The first culture that is presented in the book is that of hobbits. The reader is expected to identify the Shire with home, and its agriculture represents that of traditional England. The first part of the prologue is centred on them. We are told that ‘They do not and did not understand or like machines’ [Lord 7], an element that is obviously aligned with technology and industry and against the interests of nature, and that they have ‘a close friendship with the earth’ [7]. Such close is this friendship that they live in holes dug in the earth, something that, for an entity such representative of nature as Treebeard, ‘sounds very right and proper.’ [Lord 465] Another feature of this race that proves their connection with the natural world is that ‘certainly gardeners are honoured’ [Lord 681] just as in other cultures warriors would be. The very essence of the Shire is the huge presence and meaning of nature in the towns and culture, resulting in a sort of bucolic paradise.
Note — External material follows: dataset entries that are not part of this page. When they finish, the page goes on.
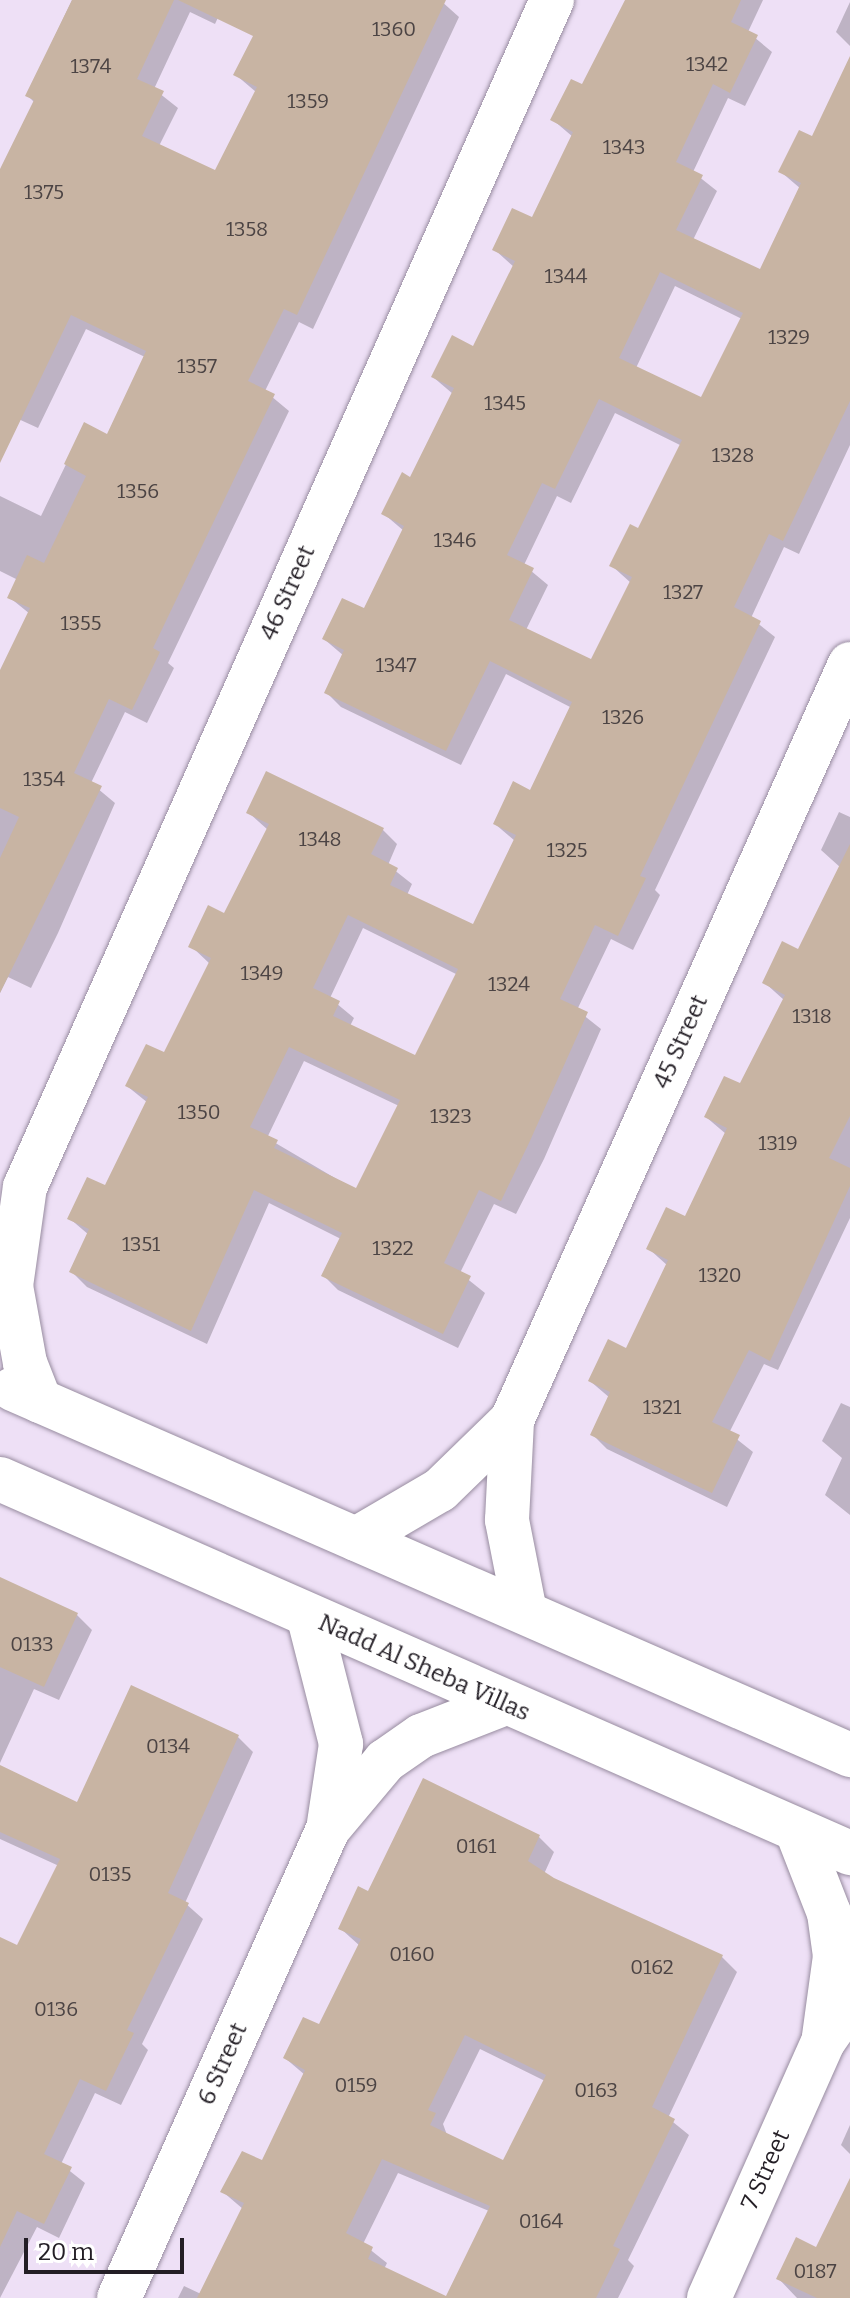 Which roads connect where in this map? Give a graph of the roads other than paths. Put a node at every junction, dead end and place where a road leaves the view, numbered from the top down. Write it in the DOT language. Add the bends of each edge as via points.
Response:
graph roads {
  1 [pos="552,0"];
  2 [pos="850,664"];
  3 [pos="12,1203"];
  4 [pos="0,1383"];
  5 [pos="40,1401"];
  6 [pos="512,1420"];
  7 [pos="5,1484"];
  8 [pos="356,1539"];
  9 [pos="525,1612"];
  10 [pos="309,1618"];
  11 [pos="505,1703"];
  12 [pos="847,1752"];
  13 [pos="328,1829"];
  14 [pos="797,1831"];
  15 [pos="850,1853"];
  16 [pos="850,2003"];
  17 [pos="823,2042"];
  18 [pos="119,2298"];
  19 [pos="709,2298"];
  1 -- 3 [label="street, 46 Street"];
  2 -- 6 [label="street, 45 Street"];
  3 -- 5 [label="street, 46 Street" via="11,1286 18,1338"];
  4 -- 5 [label="street"];
  5 -- 8 [label="street"];
  6 -- 8 [label="street" via="440,1490"];
  6 -- 9 [label="street" via="507,1520"];
  7 -- 10 [label="street, Nadd Al Sheba Villas"];
  8 -- 9 [label="street"];
  9 -- 12 [label="street"];
  10 -- 11 [label="street, Nadd Al Sheba Villas"];
  10 -- 13 [label="street" via="341,1744"];
  11 -- 13 [label="street" via="421,1736 385,1761"];
  11 -- 14 [label="street, Nadd Al Sheba Villas"];
  13 -- 18 [label="street, 6 Street"];
  14 -- 15 [label="street, Nadd Al Sheba Villas"];
  14 -- 17 [label="street" via="825,1899 835,1956"];
  16 -- 17 [label="street"];
  17 -- 19 [label="street, 7 Street"];
} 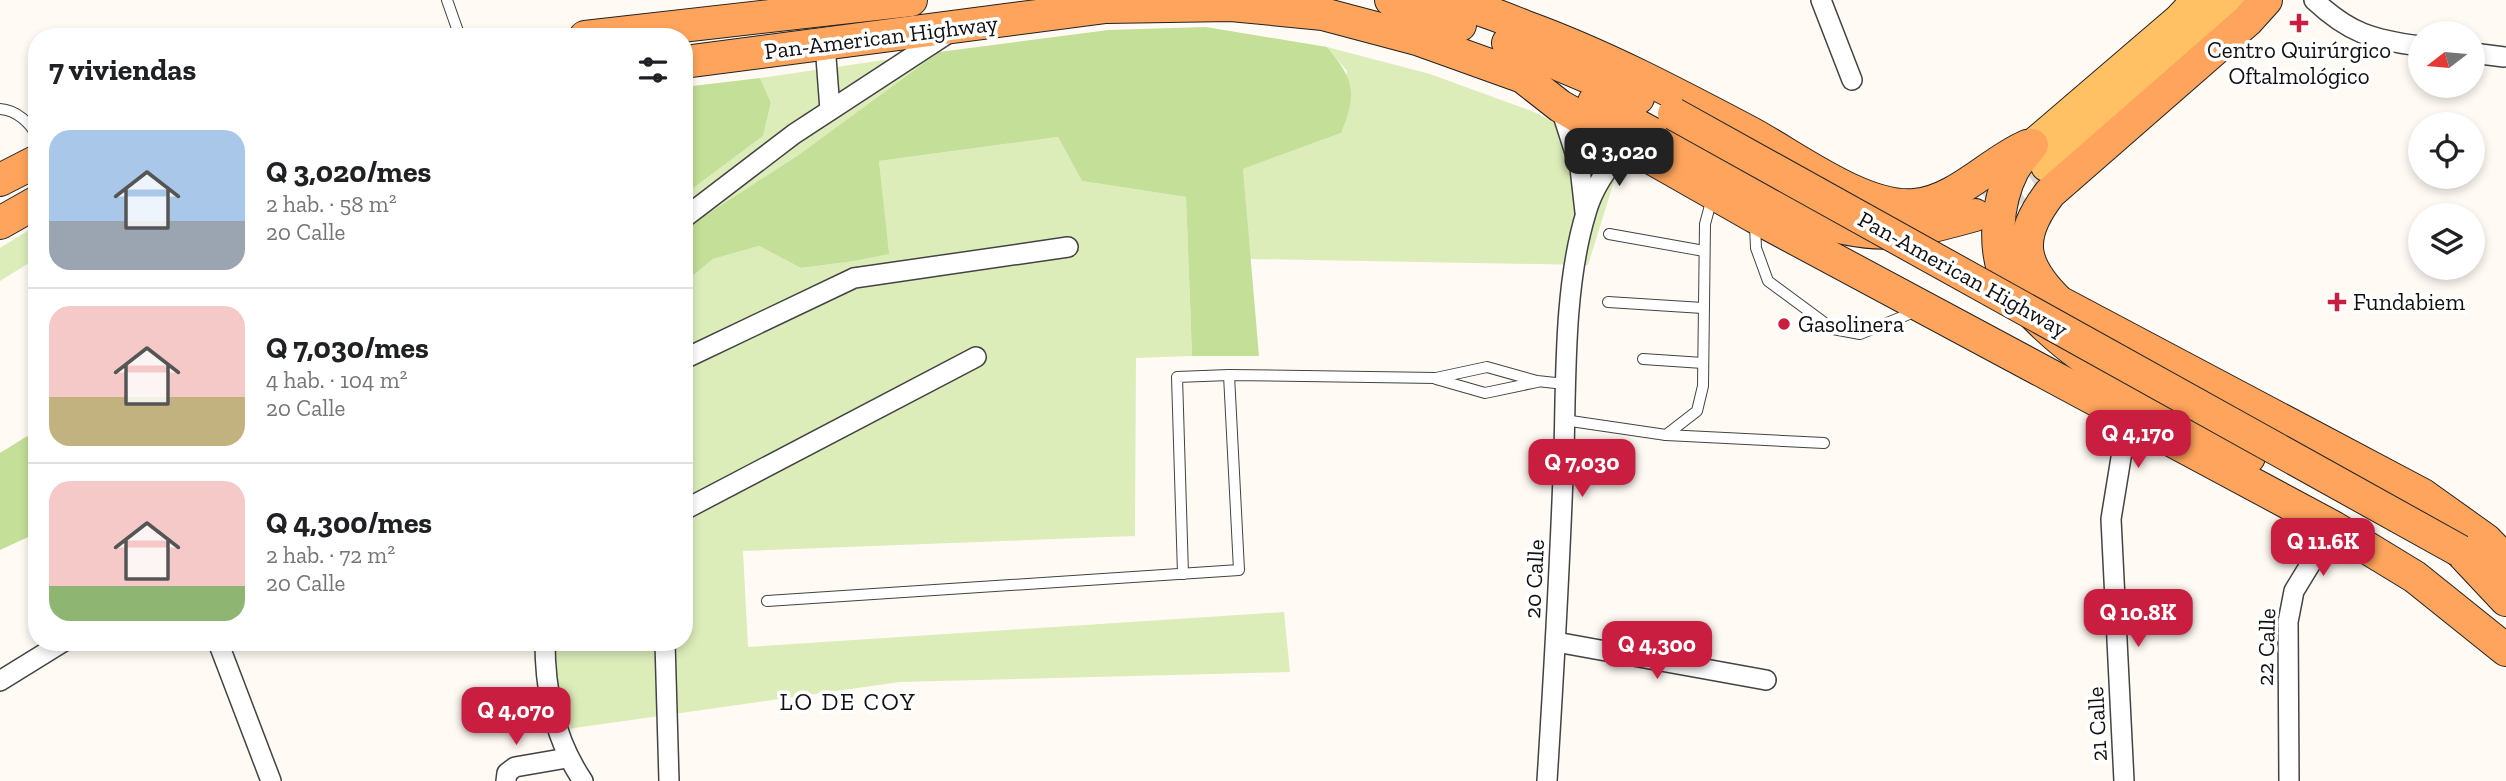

The uniqueness of this culture results from the nature of hobbits. By making them simple and small, Tolkien drew them close to nature and unconcerned about issues that do not affect their daily life. Hobbits, then, are free from such corruptions as greed, ambition and will for domination, which in Tolkien’s ideas are the source of industrialism. It is not casual that one of them, Frodo, is chosen among so many great heroes and warriors as the Ring-bearer. This choice is proved to be right when Sam is tempted to use the Ring and transform Mordor into a huge ‘garden of flowers and trees’ [Lord 901] (an ambition that is coherent with their attention to nature, though). This lust is quickly vanished: ‘The one small garden of a free gardener was all his need and due, not a garden swollen to a realm; his own hands to use, not the hands of others to command.’ [Lord 901]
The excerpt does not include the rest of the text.